Re: [PATCH 0/7] Consolidate vcpu ioctl locking

Alexander Graf <agraf@xxxxxxx> · Sat, 15 May 2010 10:26:20 +0200

On 15.05.2010, at 09:59, Avi Kivity wrote:

> On 05/15/2010 09:21 AM, Alexander Graf wrote:
>> 
>>> On x86 eflags.if is freely changeable by the guest, so if we want to queue an interrupt we have to IPI the vcpu to force it out of guest mode, so we can inspect eflags.  This means the vcpu thread has to be interrupted one way or another.
>>> 
>>> The tpr (really ppr) is even more problematic as it is maintained in userspace, not in the kernel (for non-kernel-irqchip).  It could in theory be inspected by another thread, but we wouldn't gain anything by it due to the requirement to IPI.
>>>     
>> Hrm right. On PPC we trap on every MSR change, so we get notified when interrupts are enabled again. But isn't that what VINTR intercepts are there for? Just add the  lowest active TPR value to the KVM_INTERRUPT ioctl and then wait until the guest is ready to take it.
>>   
> 
> Yes, and we do that when using in-kernel-irqchip.  With userspace apic, the tpr is maintained in userspace and the kernel has no visibility into it.
> 
> We could have changed moved the tpr/ppr into the kernel for userspace irqchip, but there's not much point now.
> 
>>>> void kvmppc_book3s_queue_irqprio(struct kvm_vcpu *vcpu, unsigned int vec)
>>>> {
>>>>    vcpu->stat.queue_intr++;
>>>> 
>>>>    set_bit(kvmppc_book3s_vec2irqprio(vec),
>>>> &vcpu->arch.pending_exceptions);
>>>> #ifdef EXIT_DEBUG
>>>>    printk(KERN_INFO "Queueing interrupt %x\n", vec);
>>>> #endif
>>>> }
>>>>       
>>> Isn't this missing an IPI if the vcpu is in guest mode?
>>>     
>> Yes, it is :). At least with qemu we're 100% sure we're not in VCPU_RUN when an interrupt gets injected, as the injection happens in kvm_arch_pre_run.
>>   
> 
> That means you never inject an interrupt from the iothread (or from a different vcpu thread)?
> 
> If that's the case we might make it part of the API and require the ioctl to be issued from the vcpu thread.  We'd still be left with the s390 exception.

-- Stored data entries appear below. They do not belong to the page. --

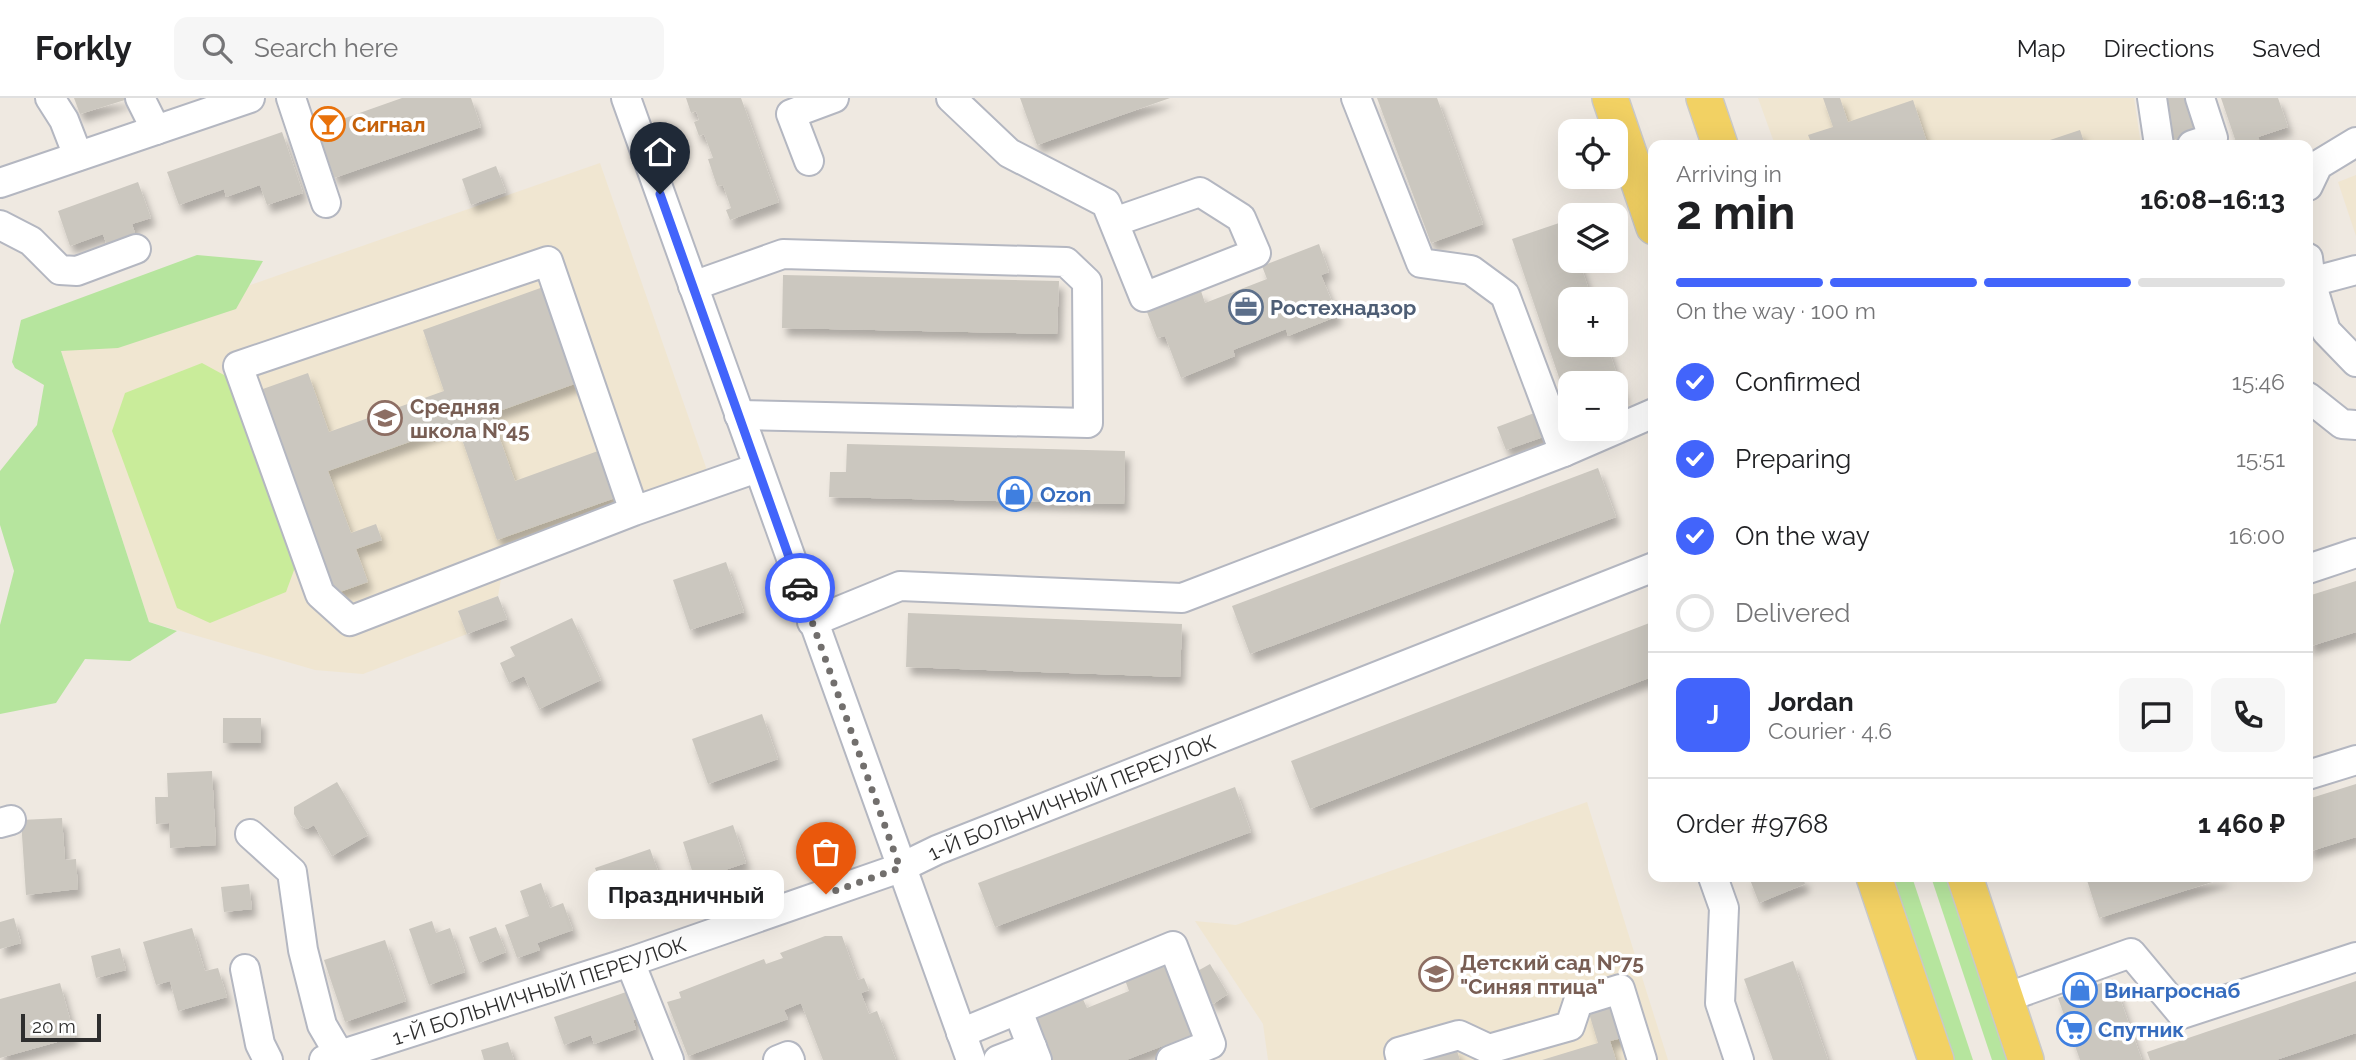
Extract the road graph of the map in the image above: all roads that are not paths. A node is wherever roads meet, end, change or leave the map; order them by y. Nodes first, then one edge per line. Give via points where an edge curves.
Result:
1 (50, 98) edge
2 (140, 98) edge
3 (250, 98) edge
4 (291, 98) edge
5 (626, 98) edge
6 (834, 98) edge
7 (951, 98) edge
8 (1356, 98) edge
9 (1610, 98) edge
10 (1704, 98) edge
11 (2152, 98) edge
12 (2200, 98) edge
13 (156, 130) junction
14 (1718, 140) edge
15 (2159, 140) edge
16 (2207, 140) edge
17 (2356, 142) edge
18 (78, 156) junction
19 (809, 161) dead end
20 (2313, 176) edge
21 (0, 183) edge
22 (326, 203) dead end
23 (1648, 209) edge
24 (1114, 222) junction
25 (0, 225) edge
26 (136, 249) dead end
27 (2313, 270) edge
28 (2356, 270) edge
29 (693, 286) junction
30 (2314, 330) edge
31 (2356, 362) edge
32 (2313, 401) edge
33 (738, 415) junction
34 (1648, 416) edge
35 (2356, 425) edge
36 (1564, 452) junction
37 (757, 468) junction
38 (634, 511) junction
39 (2356, 553) edge
40 (2313, 567) edge
41 (1648, 570) edge
42 (812, 622) junction
43 (2356, 760) edge
44 (2313, 773) edge
45 (250, 834) dead end
46 (900, 868) junction
47 (1715, 882) edge
48 (1876, 882) edge
49 (1967, 882) edge
50 (2356, 957) edge
51 (630, 962) junction
52 (245, 969) dead end
53 (2005, 998) junction
54 (1018, 1011) junction
55 (961, 1033) junction
56 (1034, 1054) edge
57 (331, 1057) edge
58 (268, 1060) edge
59 (668, 1060) edge
60 (778, 1060) edge
61 (790, 1060) edge
62 (971, 1060) edge
63 (998, 1060) edge
64 (1171, 1060) edge
65 (1401, 1060) edge
66 (1642, 1060) edge
67 (1737, 1060) edge
68 (1936, 1060) edge
69 (2026, 1060) edge

1 - 18 street
2 - 13 street
3 - 13 street
4 - 22 street
5 - 29 street
6 - 19 street via 792,114
7 - 24 street via 1009,153 1106,203
8 - 36 street via 1421,263 1471,270 1506,295
9 - 23 main road
10 - 14 main road
11 - 15 street
12 - 16 street via 2213,138
13 - 18 street
17 - 20 street via 2318,165
18 - 21 street
24 - 24 street via 1144,298 1256,253 1241,218 1200,192
25 - 26 street via 31,241 60,270 77,271
27 - 28 street
29 - 33 street
29 - 33 street via 783,254 1066,262 1087,282 1088,423
30 - 31 street
32 - 35 street via 2342,424
33 - 37 street
34 - 36 street
36 - 42 street via 1182,598 900,586
37 - 38 street
37 - 42 street
38 - 38 street via 350,621 320,593 238,366 548,261
39 - 40 street
41 - 46 street, 1-Й БОЛЬНИЧНЫЙ ПЕРЕУЛОК
42 - 46 street
43 - 44 street
45 - 57 street via 292,872 303,950
46 - 51 street, 1-Й БОЛЬНИЧНЫЙ ПЕРЕУЛОК
46 - 55 street
47 - 67 street via 1724,908 1720,1003
48 - 68 main road
49 - 53 main road
50 - 53 street via 2182,1014 2131,953
51 - 57 street, 1-Й БОЛЬНИЧНЫЙ ПЕРЕУЛОК
51 - 59 street
52 - 58 street via 260,1044
53 - 69 main road
54 - 55 street
54 - 56 street
54 - 64 street via 1173,946 1211,1044
55 - 62 street
56 - 63 street
60 - 61 street via 788,1056
65 - 66 street via 1399,1052 1459,1035 1489,1049 1570,1026 1578,1002 1620,989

Well I'm not sure that's guaranteed for MOL or Dolphin, but I guess the user base is small enough to ignore them.

Either way, I'm actually rather unhappy with the way interrupts work right now. We're only injecting interrupts when in the main loop, which is rare if we did our homework right. So what I'd really like to see is that the MPIC on ppc directly invokes KVM_INTERRUPT to pull (and losen) the interrupt line. That way we can't just accidently miss interrupts.

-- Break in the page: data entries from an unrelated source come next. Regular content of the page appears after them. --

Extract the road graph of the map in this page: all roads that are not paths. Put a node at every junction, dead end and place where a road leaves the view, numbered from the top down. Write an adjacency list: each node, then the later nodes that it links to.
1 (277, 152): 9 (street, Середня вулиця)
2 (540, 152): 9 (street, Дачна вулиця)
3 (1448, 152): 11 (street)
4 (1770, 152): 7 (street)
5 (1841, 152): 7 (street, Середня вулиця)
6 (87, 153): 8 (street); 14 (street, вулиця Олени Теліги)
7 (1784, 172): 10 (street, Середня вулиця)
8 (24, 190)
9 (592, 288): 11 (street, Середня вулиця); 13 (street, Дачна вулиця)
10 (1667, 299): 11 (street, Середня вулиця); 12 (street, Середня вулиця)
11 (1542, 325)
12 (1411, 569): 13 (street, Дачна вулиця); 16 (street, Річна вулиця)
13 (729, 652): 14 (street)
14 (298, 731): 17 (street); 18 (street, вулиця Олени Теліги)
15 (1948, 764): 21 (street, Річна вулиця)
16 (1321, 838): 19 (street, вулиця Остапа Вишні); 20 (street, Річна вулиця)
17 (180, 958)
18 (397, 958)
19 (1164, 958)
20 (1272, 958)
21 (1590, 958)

What happens now with ppc64 guests that have EE lazily disabled is:

* device in userspace wants to trigger an interrupt
* mpic pulls external interrupt line
* kvm_arch_pre_run sees that external interrupt line is pulled, issues ioctl(KVM_INTERRUPT), kernel space sets trigger_interrupt=1
* we enter the guest
* we inject an external interrupt, set trigger_interrupt=0
* guest gets the interrupt, sees it's lazily disabled, sets msr.ee=0
* guest moves on, sets msr.ee=1 again later
*** guest expects the interrupt to trigger again, but we don't know that it's still pending
-> we need to exit to userspace to realize that the interrupt is still active

This is fundamentally broken. What I'd like to see is:

* device in userspace wants to trigger an interrupt
* mpic pulls external interrupt line, automatically issues ioctl(KVM_INTERRUPT)
* we enter the guest
* we inject the external interrupt
* guest gets the interrupt, sees it's lazily disabled, sets msr.ee=0
* guest moves on, sets msr.ee=1 again later
* we inject the external interrupt again, since it's still active
* guest acknowledges the interrupt with the mpic, issues ioctl(KVM_INTERRUPT, disable)
-> all is great

For that to work we need to enable triggering KVM_INTERRUPT from a non-vcpu thread.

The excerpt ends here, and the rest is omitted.